» **PROBLEM STATEMENT**
Nothing but the text of the listing, repeated exactly, belongs in the answer; leave the images out.

» **SUPPLIED DATA**
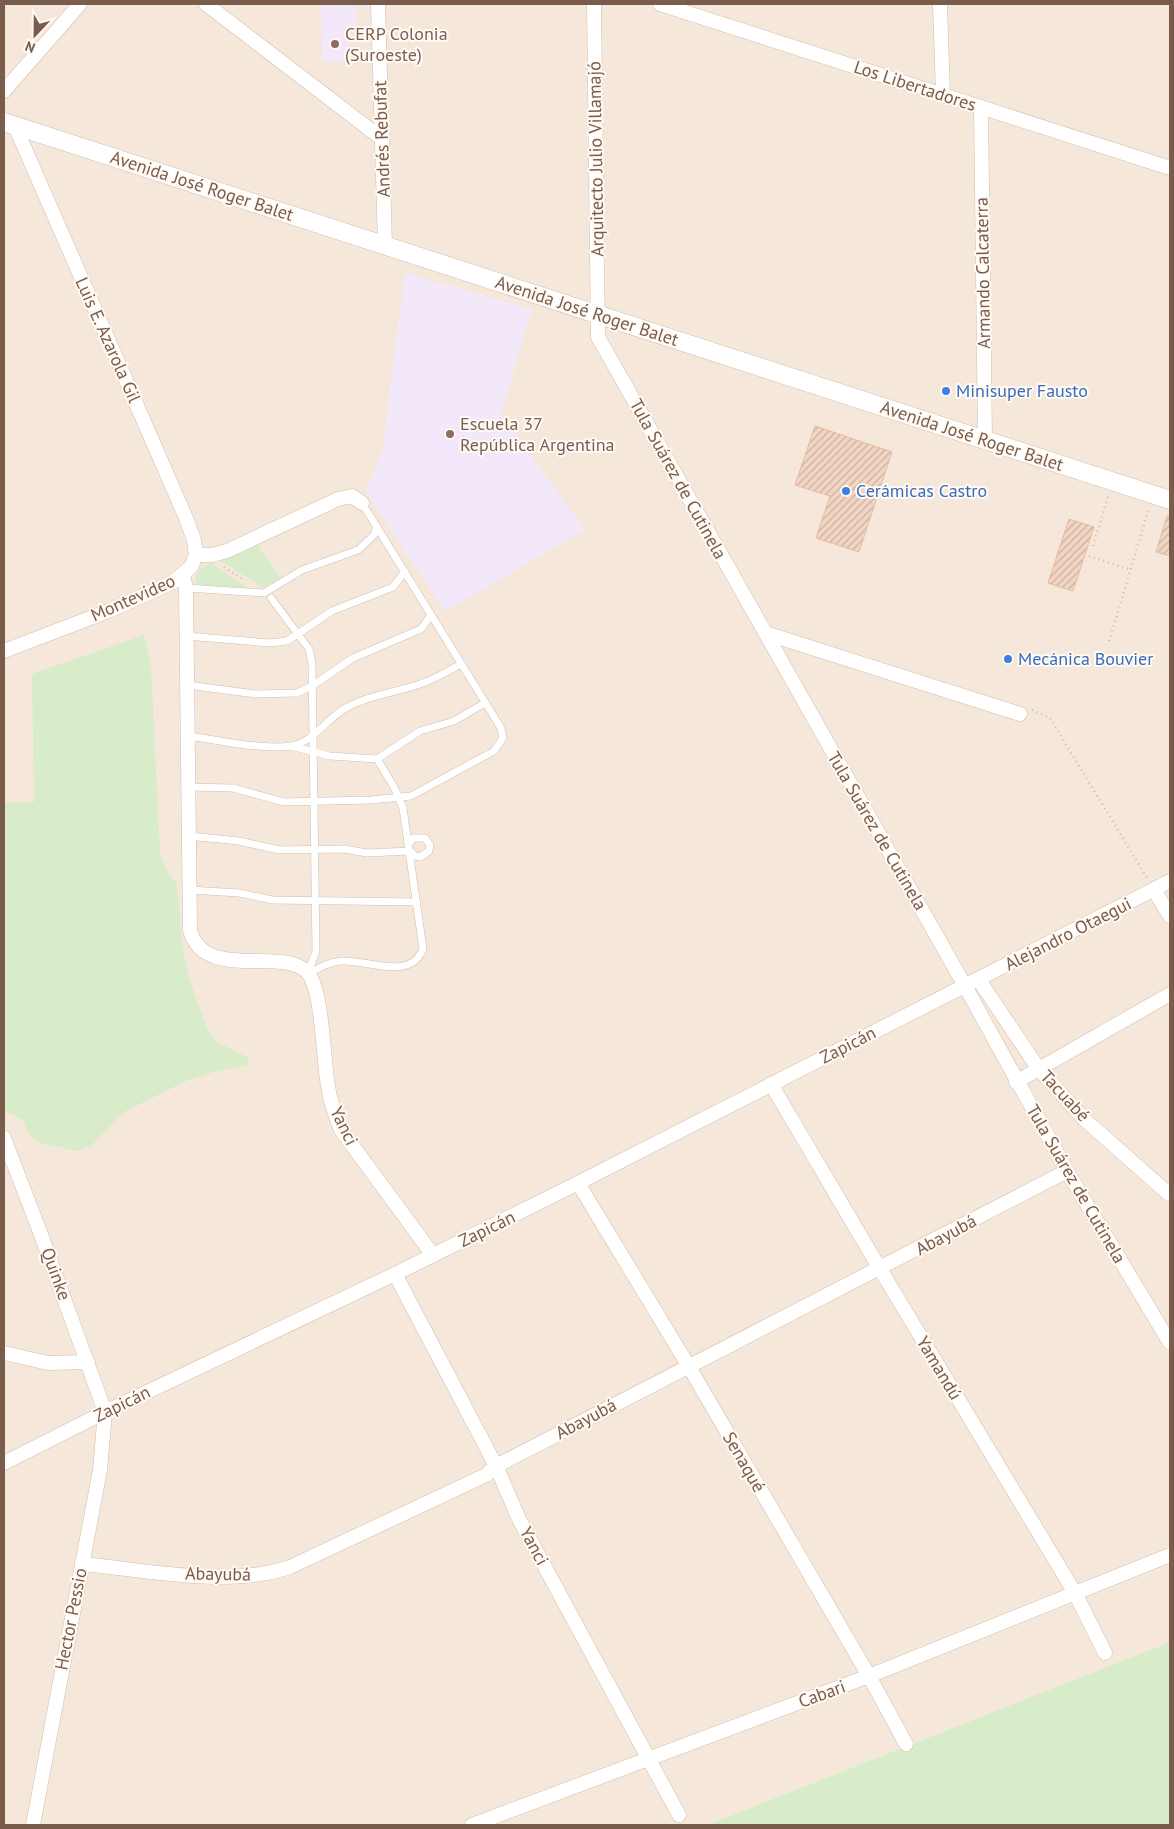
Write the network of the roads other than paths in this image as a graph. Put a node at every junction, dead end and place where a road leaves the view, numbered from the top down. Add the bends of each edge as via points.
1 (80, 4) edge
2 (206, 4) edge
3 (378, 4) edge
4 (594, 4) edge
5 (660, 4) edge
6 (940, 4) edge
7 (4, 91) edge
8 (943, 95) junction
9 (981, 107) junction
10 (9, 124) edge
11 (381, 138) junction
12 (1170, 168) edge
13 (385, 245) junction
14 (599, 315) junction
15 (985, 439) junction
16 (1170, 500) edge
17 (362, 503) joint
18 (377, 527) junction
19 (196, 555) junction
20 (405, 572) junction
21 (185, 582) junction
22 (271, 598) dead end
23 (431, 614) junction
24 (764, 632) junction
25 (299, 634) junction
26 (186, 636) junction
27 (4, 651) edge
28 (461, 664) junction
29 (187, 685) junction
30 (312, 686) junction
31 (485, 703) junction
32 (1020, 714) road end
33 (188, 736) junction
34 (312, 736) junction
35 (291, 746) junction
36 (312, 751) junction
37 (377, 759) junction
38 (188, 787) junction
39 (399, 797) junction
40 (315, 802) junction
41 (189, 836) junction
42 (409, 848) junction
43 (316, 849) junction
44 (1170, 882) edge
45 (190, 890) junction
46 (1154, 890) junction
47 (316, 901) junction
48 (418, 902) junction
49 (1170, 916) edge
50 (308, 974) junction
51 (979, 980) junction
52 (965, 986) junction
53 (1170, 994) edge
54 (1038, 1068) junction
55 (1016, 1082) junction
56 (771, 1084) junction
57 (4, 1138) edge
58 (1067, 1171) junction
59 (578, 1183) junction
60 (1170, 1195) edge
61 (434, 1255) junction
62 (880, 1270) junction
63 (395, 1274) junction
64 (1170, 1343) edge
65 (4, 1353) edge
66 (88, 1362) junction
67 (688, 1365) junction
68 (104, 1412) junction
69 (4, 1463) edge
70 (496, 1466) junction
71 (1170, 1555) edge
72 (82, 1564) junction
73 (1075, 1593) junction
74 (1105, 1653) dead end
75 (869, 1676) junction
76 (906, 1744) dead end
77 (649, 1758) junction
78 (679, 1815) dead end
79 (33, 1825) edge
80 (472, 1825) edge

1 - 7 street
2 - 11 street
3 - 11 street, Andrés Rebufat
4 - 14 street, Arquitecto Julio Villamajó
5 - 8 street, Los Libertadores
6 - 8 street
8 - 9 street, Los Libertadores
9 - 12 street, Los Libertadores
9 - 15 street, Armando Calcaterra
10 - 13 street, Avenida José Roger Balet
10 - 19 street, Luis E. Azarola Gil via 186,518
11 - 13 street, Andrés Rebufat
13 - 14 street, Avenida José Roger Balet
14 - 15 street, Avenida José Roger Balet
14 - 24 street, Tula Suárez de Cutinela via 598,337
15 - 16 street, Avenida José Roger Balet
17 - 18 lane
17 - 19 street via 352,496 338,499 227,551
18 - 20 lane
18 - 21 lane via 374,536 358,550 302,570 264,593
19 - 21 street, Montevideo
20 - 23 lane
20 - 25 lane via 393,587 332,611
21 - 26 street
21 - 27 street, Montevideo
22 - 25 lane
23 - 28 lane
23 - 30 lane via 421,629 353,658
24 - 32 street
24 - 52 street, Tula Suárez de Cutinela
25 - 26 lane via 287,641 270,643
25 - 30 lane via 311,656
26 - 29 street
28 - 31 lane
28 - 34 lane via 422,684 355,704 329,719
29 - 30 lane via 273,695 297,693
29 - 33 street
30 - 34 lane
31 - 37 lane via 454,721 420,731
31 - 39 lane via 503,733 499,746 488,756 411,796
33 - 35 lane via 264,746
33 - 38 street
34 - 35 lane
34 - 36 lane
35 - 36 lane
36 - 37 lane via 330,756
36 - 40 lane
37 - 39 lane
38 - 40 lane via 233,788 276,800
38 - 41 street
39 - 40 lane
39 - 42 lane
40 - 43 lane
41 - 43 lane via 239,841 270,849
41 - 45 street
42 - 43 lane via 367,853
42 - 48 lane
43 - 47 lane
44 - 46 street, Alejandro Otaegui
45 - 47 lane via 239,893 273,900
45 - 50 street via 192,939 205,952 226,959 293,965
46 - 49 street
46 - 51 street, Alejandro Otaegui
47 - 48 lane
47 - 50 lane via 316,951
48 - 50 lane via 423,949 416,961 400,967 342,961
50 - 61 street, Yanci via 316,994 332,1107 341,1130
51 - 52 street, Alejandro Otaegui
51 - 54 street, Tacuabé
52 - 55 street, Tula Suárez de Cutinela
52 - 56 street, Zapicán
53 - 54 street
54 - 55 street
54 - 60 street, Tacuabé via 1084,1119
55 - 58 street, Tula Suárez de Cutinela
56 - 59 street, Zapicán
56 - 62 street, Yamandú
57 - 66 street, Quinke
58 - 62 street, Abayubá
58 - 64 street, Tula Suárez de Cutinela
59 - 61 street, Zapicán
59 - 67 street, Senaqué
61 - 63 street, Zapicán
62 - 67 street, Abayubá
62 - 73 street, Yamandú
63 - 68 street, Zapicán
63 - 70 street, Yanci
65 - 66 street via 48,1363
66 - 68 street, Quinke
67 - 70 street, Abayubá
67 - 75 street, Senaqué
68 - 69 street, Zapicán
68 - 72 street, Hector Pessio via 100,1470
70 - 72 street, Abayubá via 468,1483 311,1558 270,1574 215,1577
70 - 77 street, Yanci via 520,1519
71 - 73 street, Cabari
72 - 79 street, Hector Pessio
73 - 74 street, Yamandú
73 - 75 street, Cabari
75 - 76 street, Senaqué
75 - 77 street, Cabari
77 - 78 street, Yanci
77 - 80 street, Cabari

» **SOLVED PROBLEM**
Write the network of the roads other than paths in this image as a graph. Put a node at every junction, dead end and place where a road leaves the view, numbered from the top down. Add the bends of each edge as via points.
1 (80, 4) edge
2 (206, 4) edge
3 (378, 4) edge
4 (594, 4) edge
5 (660, 4) edge
6 (940, 4) edge
7 (4, 91) edge
8 (943, 95) junction
9 (981, 107) junction
10 (9, 124) edge
11 (381, 138) junction
12 (1170, 168) edge
13 (385, 245) junction
14 (599, 315) junction
15 (985, 439) junction
16 (1170, 500) edge
17 (362, 503) joint
18 (377, 527) junction
19 (196, 555) junction
20 (405, 572) junction
21 (185, 582) junction
22 (271, 598) dead end
23 (431, 614) junction
24 (764, 632) junction
25 (299, 634) junction
26 (186, 636) junction
27 (4, 651) edge
28 (461, 664) junction
29 (187, 685) junction
30 (312, 686) junction
31 (485, 703) junction
32 (1020, 714) road end
33 (188, 736) junction
34 (312, 736) junction
35 (291, 746) junction
36 (312, 751) junction
37 (377, 759) junction
38 (188, 787) junction
39 (399, 797) junction
40 (315, 802) junction
41 (189, 836) junction
42 (409, 848) junction
43 (316, 849) junction
44 (1170, 882) edge
45 (190, 890) junction
46 (1154, 890) junction
47 (316, 901) junction
48 (418, 902) junction
49 (1170, 916) edge
50 (308, 974) junction
51 (979, 980) junction
52 (965, 986) junction
53 (1170, 994) edge
54 (1038, 1068) junction
55 (1016, 1082) junction
56 (771, 1084) junction
57 (4, 1138) edge
58 (1067, 1171) junction
59 (578, 1183) junction
60 (1170, 1195) edge
61 (434, 1255) junction
62 (880, 1270) junction
63 (395, 1274) junction
64 (1170, 1343) edge
65 (4, 1353) edge
66 (88, 1362) junction
67 (688, 1365) junction
68 (104, 1412) junction
69 (4, 1463) edge
70 (496, 1466) junction
71 (1170, 1555) edge
72 (82, 1564) junction
73 (1075, 1593) junction
74 (1105, 1653) dead end
75 (869, 1676) junction
76 (906, 1744) dead end
77 (649, 1758) junction
78 (679, 1815) dead end
79 (33, 1825) edge
80 (472, 1825) edge

1 - 7 street
2 - 11 street
3 - 11 street, Andrés Rebufat
4 - 14 street, Arquitecto Julio Villamajó
5 - 8 street, Los Libertadores
6 - 8 street
8 - 9 street, Los Libertadores
9 - 12 street, Los Libertadores
9 - 15 street, Armando Calcaterra
10 - 13 street, Avenida José Roger Balet
10 - 19 street, Luis E. Azarola Gil via 186,518
11 - 13 street, Andrés Rebufat
13 - 14 street, Avenida José Roger Balet
14 - 15 street, Avenida José Roger Balet
14 - 24 street, Tula Suárez de Cutinela via 598,337
15 - 16 street, Avenida José Roger Balet
17 - 18 lane
17 - 19 street via 352,496 338,499 227,551
18 - 20 lane
18 - 21 lane via 374,536 358,550 302,570 264,593
19 - 21 street, Montevideo
20 - 23 lane
20 - 25 lane via 393,587 332,611
21 - 26 street
21 - 27 street, Montevideo
22 - 25 lane
23 - 28 lane
23 - 30 lane via 421,629 353,658
24 - 32 street
24 - 52 street, Tula Suárez de Cutinela
25 - 26 lane via 287,641 270,643
25 - 30 lane via 311,656
26 - 29 street
28 - 31 lane
28 - 34 lane via 422,684 355,704 329,719
29 - 30 lane via 273,695 297,693
29 - 33 street
30 - 34 lane
31 - 37 lane via 454,721 420,731
31 - 39 lane via 503,733 499,746 488,756 411,796
33 - 35 lane via 264,746
33 - 38 street
34 - 35 lane
34 - 36 lane
35 - 36 lane
36 - 37 lane via 330,756
36 - 40 lane
37 - 39 lane
38 - 40 lane via 233,788 276,800
38 - 41 street
39 - 40 lane
39 - 42 lane
40 - 43 lane
41 - 43 lane via 239,841 270,849
41 - 45 street
42 - 43 lane via 367,853
42 - 48 lane
43 - 47 lane
44 - 46 street, Alejandro Otaegui
45 - 47 lane via 239,893 273,900
45 - 50 street via 192,939 205,952 226,959 293,965
46 - 49 street
46 - 51 street, Alejandro Otaegui
47 - 48 lane
47 - 50 lane via 316,951
48 - 50 lane via 423,949 416,961 400,967 342,961
50 - 61 street, Yanci via 316,994 332,1107 341,1130
51 - 52 street, Alejandro Otaegui
51 - 54 street, Tacuabé
52 - 55 street, Tula Suárez de Cutinela
52 - 56 street, Zapicán
53 - 54 street
54 - 55 street
54 - 60 street, Tacuabé via 1084,1119
55 - 58 street, Tula Suárez de Cutinela
56 - 59 street, Zapicán
56 - 62 street, Yamandú
57 - 66 street, Quinke
58 - 62 street, Abayubá
58 - 64 street, Tula Suárez de Cutinela
59 - 61 street, Zapicán
59 - 67 street, Senaqué
61 - 63 street, Zapicán
62 - 67 street, Abayubá
62 - 73 street, Yamandú
63 - 68 street, Zapicán
63 - 70 street, Yanci
65 - 66 street via 48,1363
66 - 68 street, Quinke
67 - 70 street, Abayubá
67 - 75 street, Senaqué
68 - 69 street, Zapicán
68 - 72 street, Hector Pessio via 100,1470
70 - 72 street, Abayubá via 468,1483 311,1558 270,1574 215,1577
70 - 77 street, Yanci via 520,1519
71 - 73 street, Cabari
72 - 79 street, Hector Pessio
73 - 74 street, Yamandú
73 - 75 street, Cabari
75 - 76 street, Senaqué
75 - 77 street, Cabari
77 - 78 street, Yanci
77 - 80 street, Cabari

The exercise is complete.